• _EXERCISE BRIEF_: Within the entries below, how many lines carry the word "street"? State the number and stop.

*** Opening of DATA FOR THE TASK ***

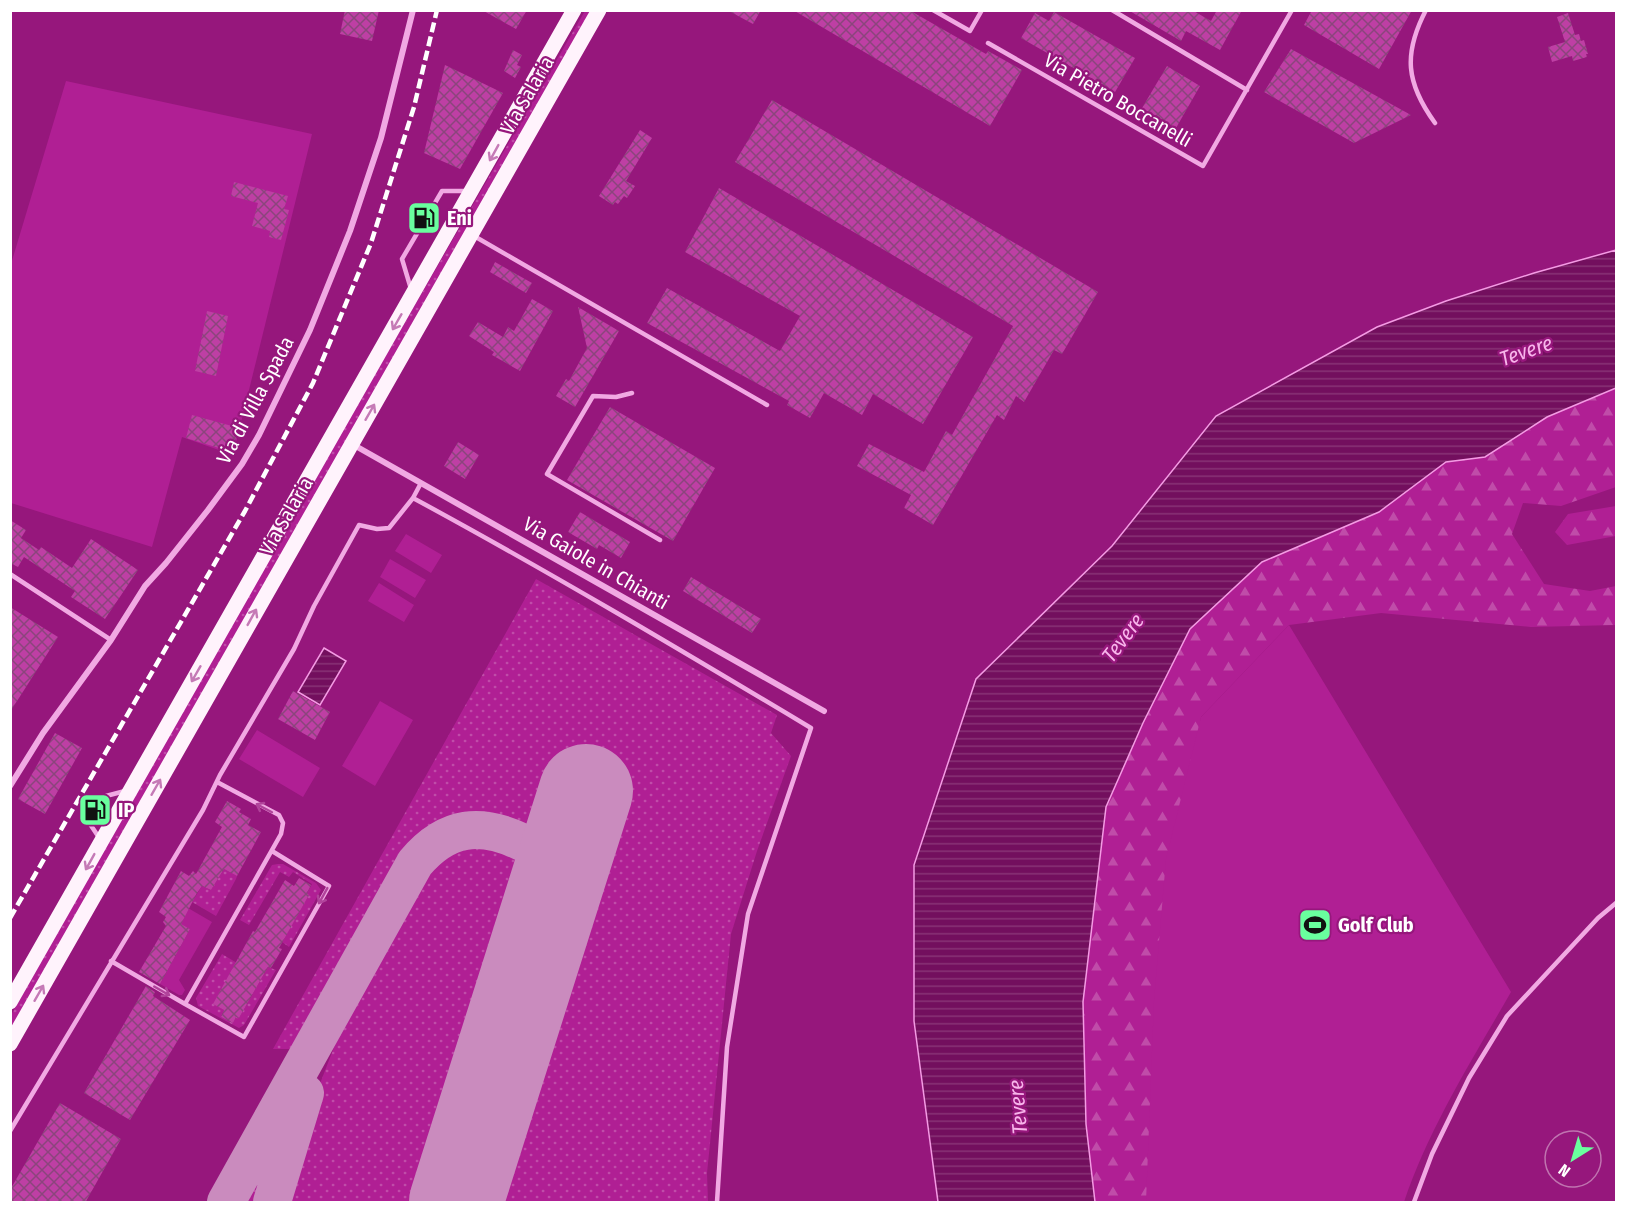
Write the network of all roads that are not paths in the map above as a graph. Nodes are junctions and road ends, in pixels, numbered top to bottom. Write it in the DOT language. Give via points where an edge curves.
graph roads {
  1 [pos="413,10"];
  2 [pos="574,10"];
  3 [pos="599,10"];
  4 [pos="933,10"];
  5 [pos="982,10"];
  6 [pos="1112,10"];
  7 [pos="1292,10"];
  8 [pos="1426,10"];
  9 [pos="988,43"];
  10 [pos="1246,90"];
  11 [pos="1435,123"];
  12 [pos="473,191"];
  13 [pos="471,235"];
  14 [pos="413,295"];
  15 [pos="632,393"];
  16 [pos="767,405"];
  17 [pos="352,444"];
  18 [pos="421,483"];
  19 [pos="412,498"];
  20 [pos="660,540"];
  21 [pos="10,574"];
  22 [pos="111,640"];
  23 [pos="824,711"];
  24 [pos="217,782"];
  25 [pos="10,786"];
  26 [pos="272,850"];
  27 [pos="1617,903"];
  28 [pos="111,961"];
  29 [pos="10,1002"];
  30 [pos="185,1004"];
  31 [pos="10,1044"];
  32 [pos="10,1131"];
  33 [pos="717,1203"];
  34 [pos="1414,1203"];
  1 -- 22 [label="street, Via di Villa Spada" via="381,138 350,231 310,330 250,450 208,510 145,586"];
  2 -- 12 [label="main road, Via Salaria, one-way"];
  3 -- 13 [label="main road, Via Salaria"];
  4 -- 5 [label="lane" via="970,31"];
  6 -- 10 [label="lane"];
  7 -- 10 [label="lane, Via Pietro Boccanelli"];
  8 -- 11 [label="lane" via="1410,53 1412,81 1421,104"];
  9 -- 10 [label="lane, Via Pietro Boccanelli" via="1203,166"];
  12 -- 14 [label="main road, Via Salaria"];
  12 -- 14 [label="lane" via="442,191 402,259"];
  13 -- 16 [label="lane"];
  17 -- 13 [label="main road, Via Salaria, one-way"];
  14 -- 29 [label="main road, Via Salaria, one-way"];
  15 -- 20 [label="lane" via="593,396 547,474"];
  17 -- 18 [label="street, Via Gaiole in Chianti"];
  31 -- 17 [label="main road, Via Salaria, one-way"];
  18 -- 19 [label="lane"];
  18 -- 23 [label="street, Via Gaiole in Chianti"];
  19 -- 24 [label="lane" via="389,528 359,525 294,649"];
  19 -- 33 [label="lane" via="649,630 811,728 748,914 727,1047"];
  21 -- 22 [label="lane"];
  22 -- 25 [label="street, Via di Villa Spada" via="43,733"];
  26 -- 24 [label="lane, one-way" via="281,834 283,823 279,815"];
  24 -- 28 [label="lane"];
  26 -- 30 [label="lane"];
  26 -- 30 [label="lane, one-way" via="329,886 244,1037"];
  27 -- 34 [label="lane" via="1507,1016 1469,1078 1432,1154"];
  28 -- 30 [label="lane, one-way"];
  28 -- 32 [label="lane"];
}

*** Close of DATA FOR THE TASK ***

• _EXERCISE RESPONSE_: 4